Quick start with vmctl CLI for macOS virtual machines

Getting started with GhostVM is straightforward if you meet the requirements: macOS 15+ on Apple Silicon.

Installation steps:

  1. Download the latest DMG from the releases page
  2. Open the DMG and drag GhostVM.app to your Applications folder
  3. Launch GhostVM and create your first workspace

Once installed, you can create and manage VMs entirely from the command line using the vmctl tool. For example, to create a new VM, install macOS, and start it:

vmctl init ~/VMs/dev.GhostVM --cpus 6 --memory 16 --disk 128
vmctl install ~/VMs/dev.GhostVM
vmctl start ~/VMs/dev.GhostVM

This sets up a VM bundle at ~/VMs/dev.GhostVM with 6 CPUs, 16GB RAM, and a 128GB disk, installs macOS, and boots it up. The CLI supports many other operations like snapshotting and remote command execution, enabling rich automation.
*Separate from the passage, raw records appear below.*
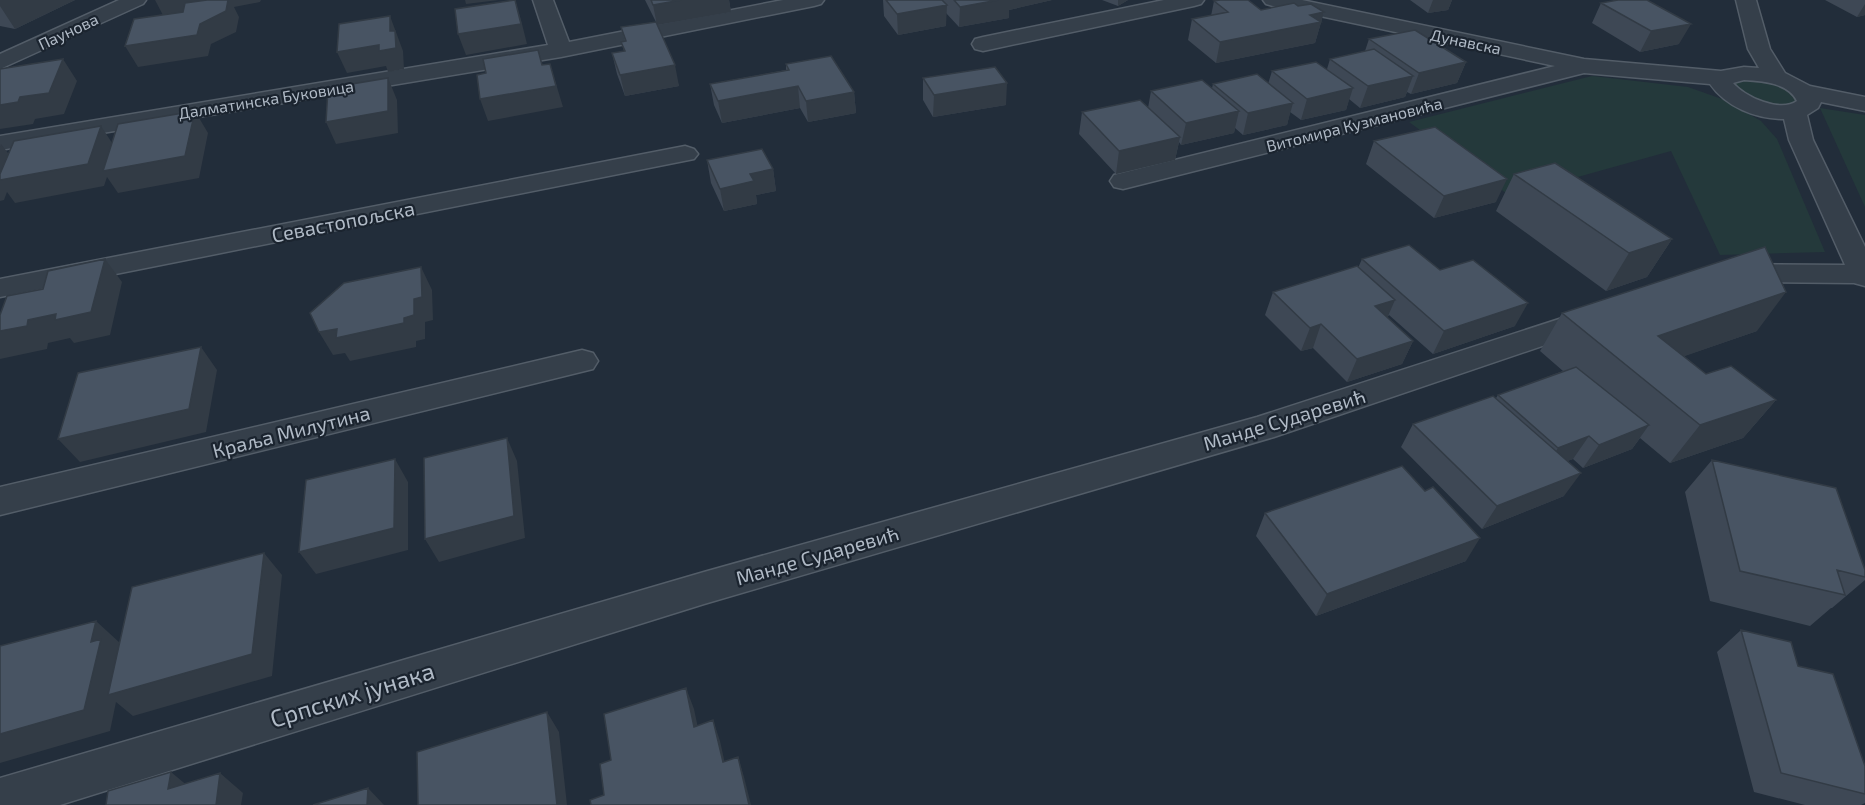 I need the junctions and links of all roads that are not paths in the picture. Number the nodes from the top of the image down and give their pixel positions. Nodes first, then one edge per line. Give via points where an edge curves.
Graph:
1 (136, 0) edge
2 (543, 0) edge
3 (814, 0) edge
4 (1194, 0) edge
5 (1273, 0) edge
6 (1746, 0) edge
7 (983, 44) dead end
8 (1759, 49) junction
9 (561, 50) junction
10 (0, 62) edge
11 (1584, 66) junction
12 (1777, 78) junction
13 (1730, 80) junction
14 (1802, 102) junction
15 (1864, 104) edge
16 (1762, 108) junction
17 (1801, 140) junction
18 (0, 143) edge
19 (685, 154) dead end
20 (1124, 181) dead end
21 (1864, 275) edge
22 (1706, 281) edge
23 (0, 288) edge
24 (1614, 311) edge
25 (582, 361) dead end
26 (0, 501) edge
27 (704, 588) joint
28 (0, 801) edge

1 - 10 street, Паунова
2 - 9 street
3 - 9 street, Далматинска Буковица
4 - 7 street
5 - 11 street, Дунавска
6 - 8 street
8 - 12 street
8 - 13 street
9 - 18 street, Далматинска Буковица
11 - 13 street, Дунавска
11 - 20 street, Витомира Кузмановића
12 - 13 street
12 - 14 street
13 - 16 street via 1733,97
14 - 15 street
14 - 16 street
14 - 17 street
16 - 17 street
17 - 21 street
19 - 23 street, Севастопољска
21 - 22 street via 1728,273
24 - 27 street, Манде Сударевић via 1262,428
25 - 26 street, Краља Милутина
27 - 28 street, Српских јунака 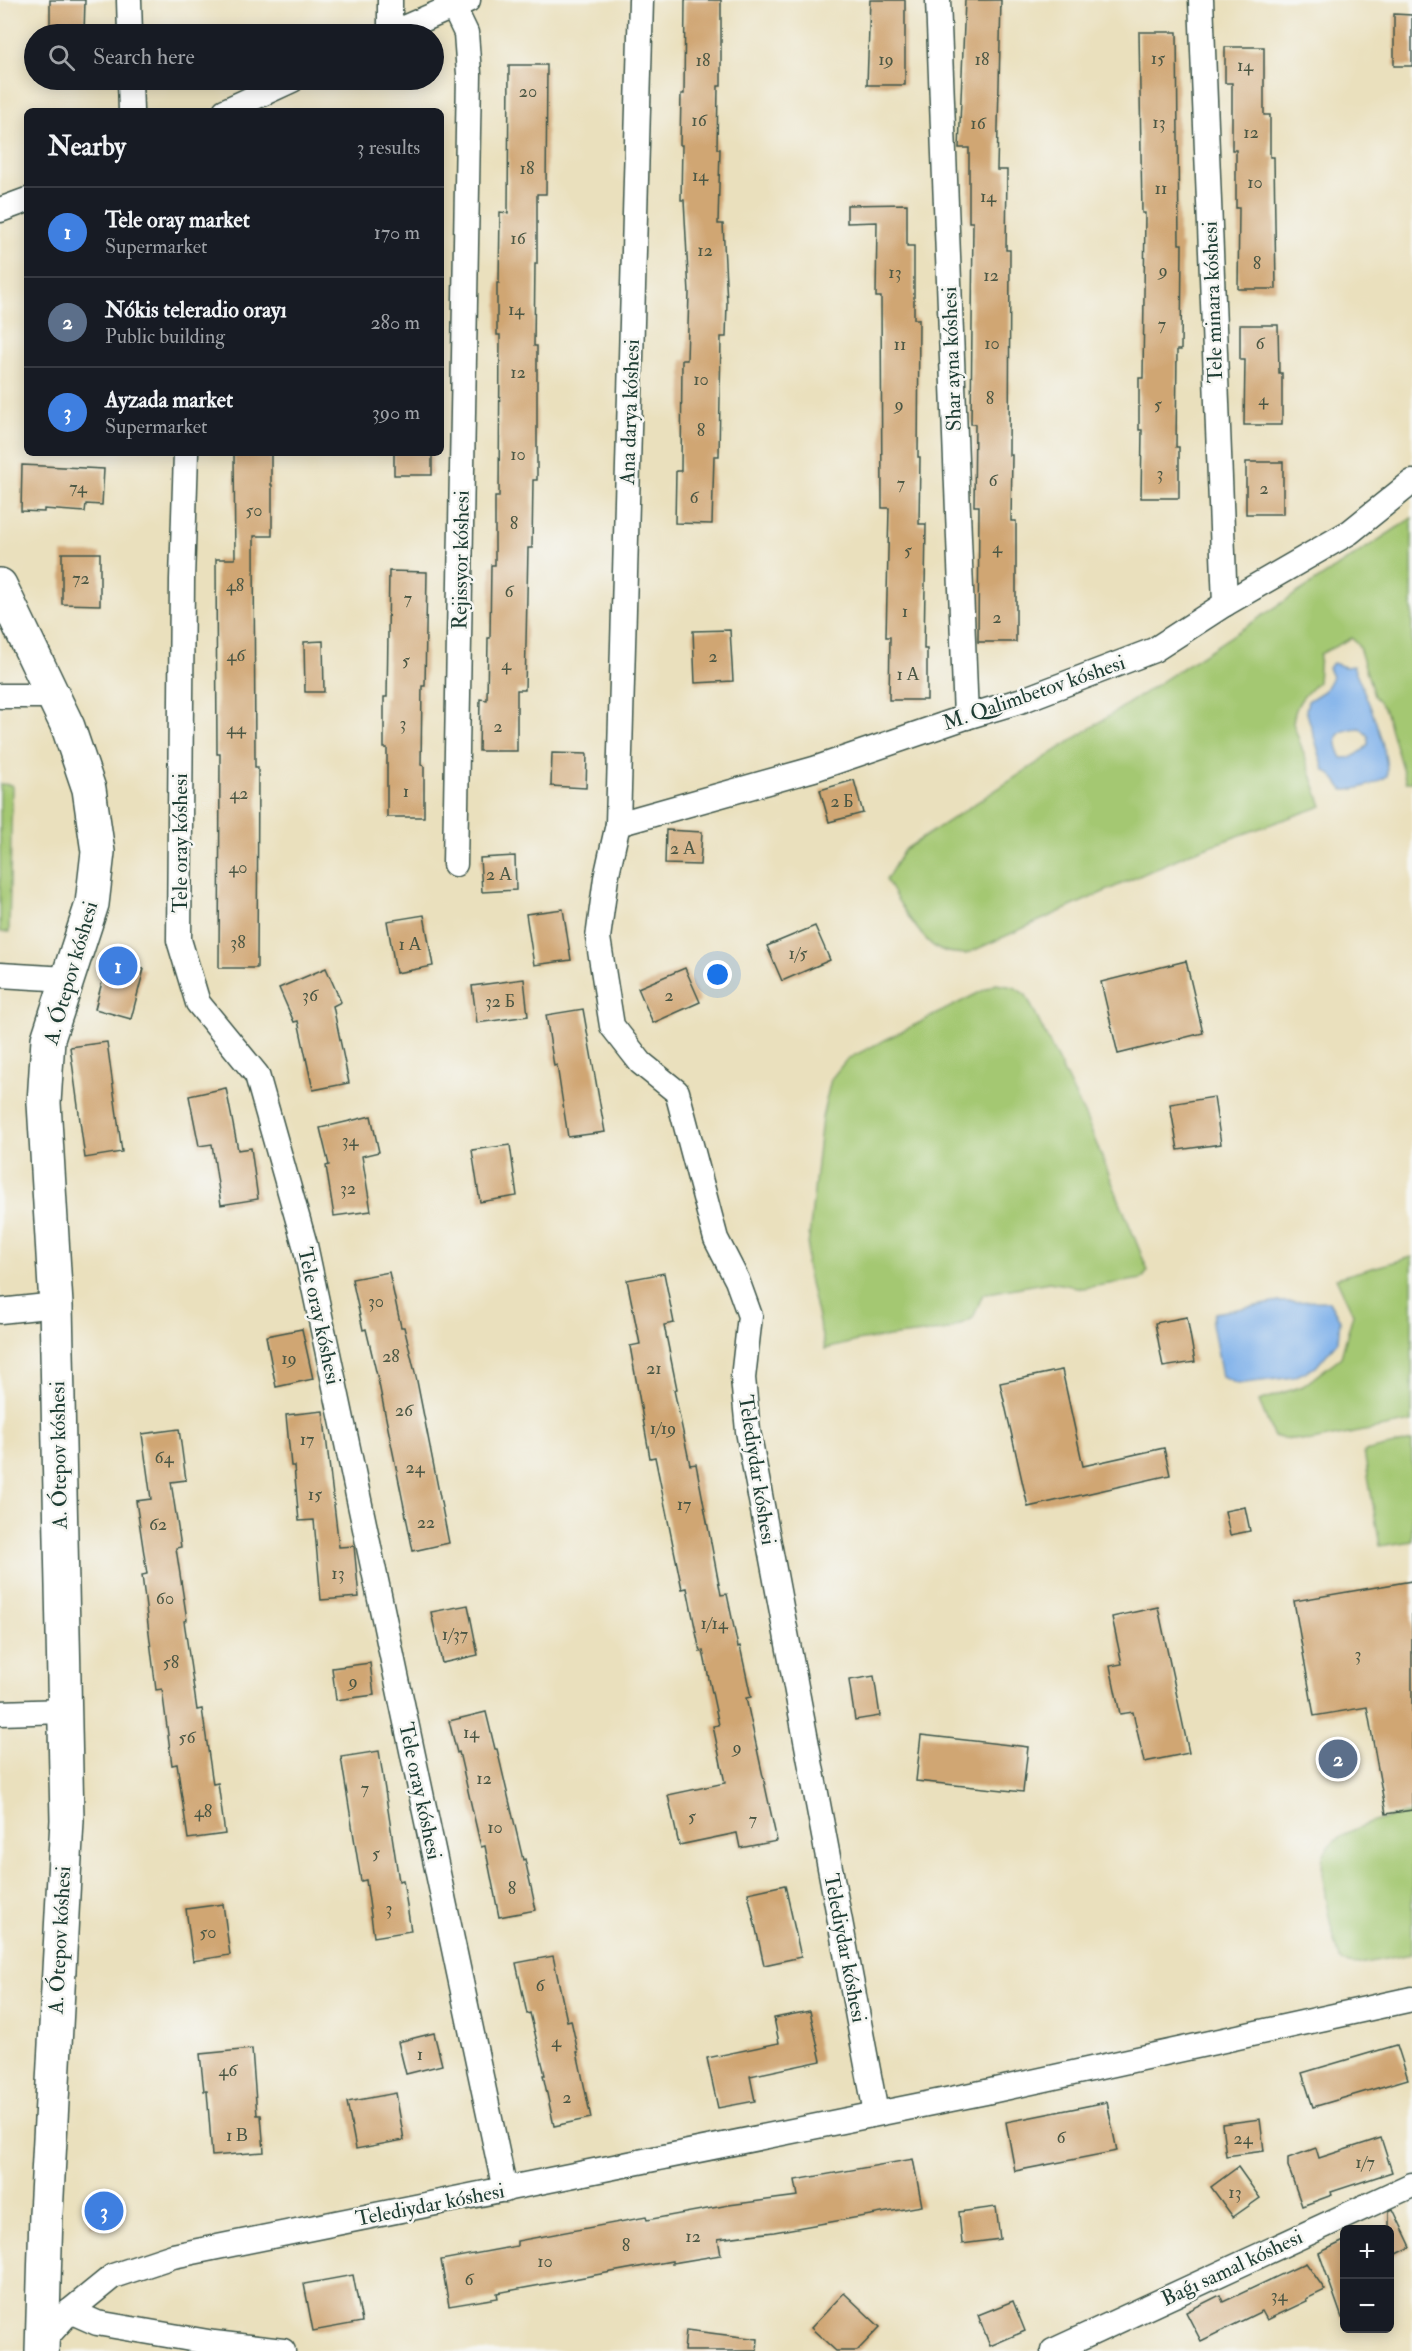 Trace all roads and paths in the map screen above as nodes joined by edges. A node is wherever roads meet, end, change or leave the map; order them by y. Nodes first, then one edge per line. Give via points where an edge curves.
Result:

Verdict: a specialized macOS virtualization tool with strong integration for Apple Silicon

GhostVM fills a niche that isn’t well served by general-purpose hypervisors—native macOS VMs on Apple Silicon with deep host integration and snapshot support leveraging APFS. Its architecture and tooling make it especially suitable for developers who need isolated macOS environments with near-native performance.

The tight coupling with macOS 15+ and Apple Silicon hardware is a clear limitation, but within that scope, it offers a polished developer experience with strong automation via vmctl.

For anyone building workflows that require macOS sandboxing, such as testing macOS software, running isolated macOS agents, or experimenting with system-level automation, GhostVM offers a compelling solution. Its design choices favor integration and developer control over cross-platform generality.

The project is worth exploring if you have the hardware to run it and want an efficient, scriptable macOS VM platform without the overhead of more generic hypervisors.